Do we really need children to go 'cold turkey' from their mobile devices? Is there a requirement for 'book camps' with printed materials only? Is there a middle ground for the Internet generation? Or do we need to re-think many of our biases about how we feel learning is 'done best'?
As I listened to the following podcast (What does the Facebook generation need to learn? - MP3 - from 2011) some of the points of view expressed felt to me like fear, that was underpinned by a sense of nostalgia.
Some aspects of learning and life have fundamentally changed since some of the world became 'connected'.
Siemens (2004) identifies behaviorism, cognitivism, and constructivism as the three theories of learning most often used to inform the design and creation of learning experiences. These theories, however, “were developed in a time when learning was not impacted through technology” [emphasis not in the original] (Para. 1). Instead, Siemens argues, we need to think about the flow of information in our current knowledge economy as the flow of oil through an oil pipe in an industrial economy - the difference though is that “the pipe is more important than the content within the pipe. Our ability to learn what we need for tomorrow is more important than what we know today‟ (2004).
As you might have guessed from the name connectivism is based on the idea that all learning starts with a connection. The connection can be neural, conceptual, and/or social (Siemens, 2008), and learning is held to be “the ability to construct and traverse connections” (Downes, 2007). In other words, a learner makes sense of existing knowledge and reinterprets it in a way that fits within their existing knowledge framework, and in the process connects, disconnects, and reconnects “knowledge fragments through knowledge creation” (Littlejohn, 2011, Para. 3). To help facilitate connections and information sharing while encouraging life-long learning in the individual as well as the group, learning occurs within learning ecologies, communities and networks (Siemens, 2003).

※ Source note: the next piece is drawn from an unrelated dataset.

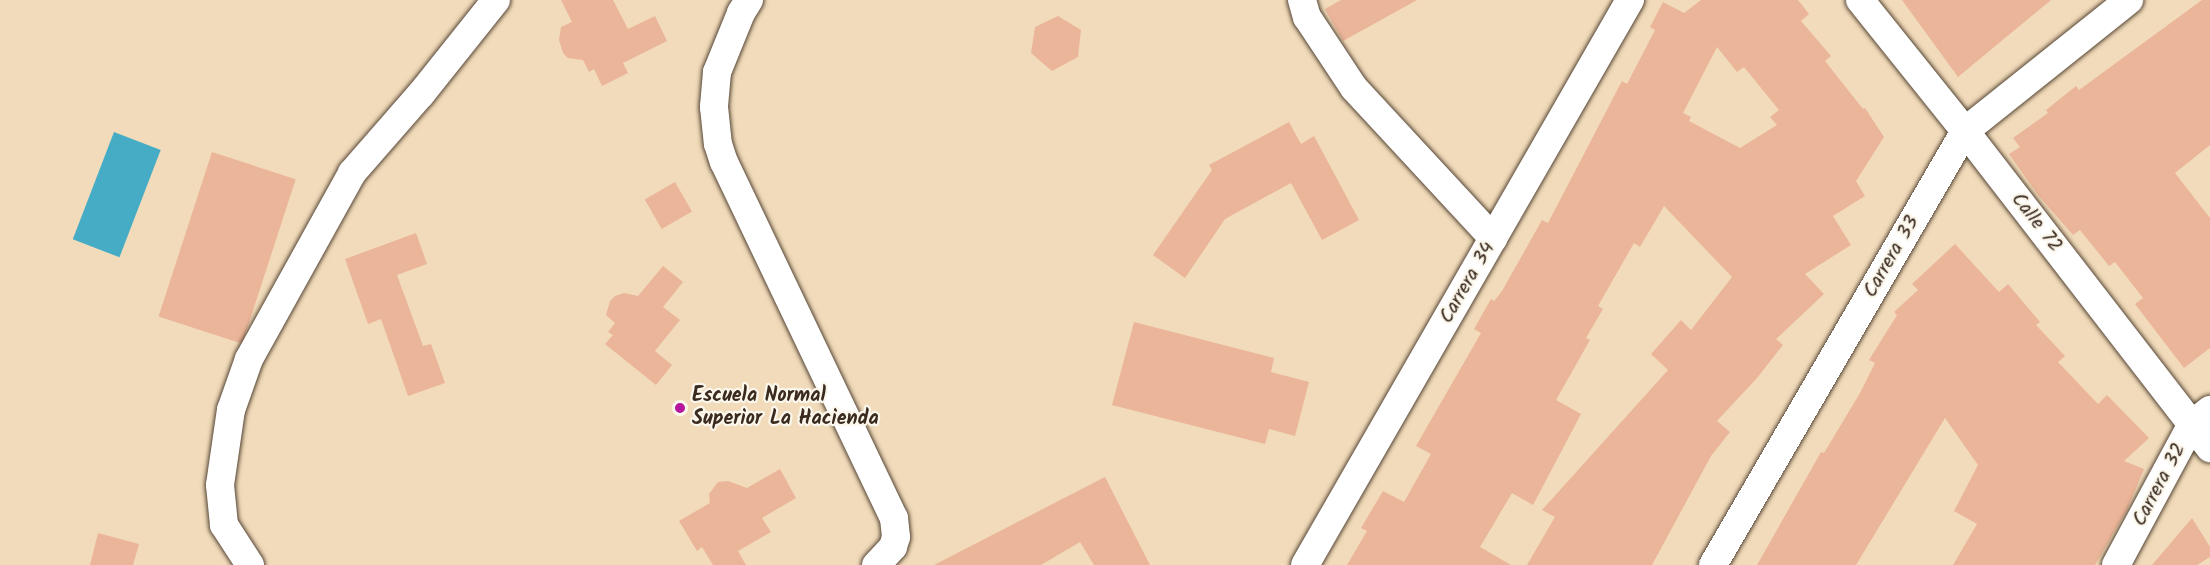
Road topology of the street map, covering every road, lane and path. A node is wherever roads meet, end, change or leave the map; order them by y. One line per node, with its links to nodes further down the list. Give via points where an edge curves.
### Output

Framed within connectivism, formal education systems appear flawed, because they are “trying to achieve a task (learning) with a tool (teaching) in an artificial knowledge construct (course) (Siemens, 2005, Para. 1).
So - return to the debate - I really don't feel it's about whether we should be denying young learners access to mobile devices. Rather it is a two-pronged momentum that is required; the first is a focus on encouraging learners to critically think about how they are using their device, building their relationships, and how they are constructing their understandings. And the second is to take a long hard look at the underlying biases that are informing the opinions of the folks in charge of making education policies, and shaping learning experiences on a day-to-day basis.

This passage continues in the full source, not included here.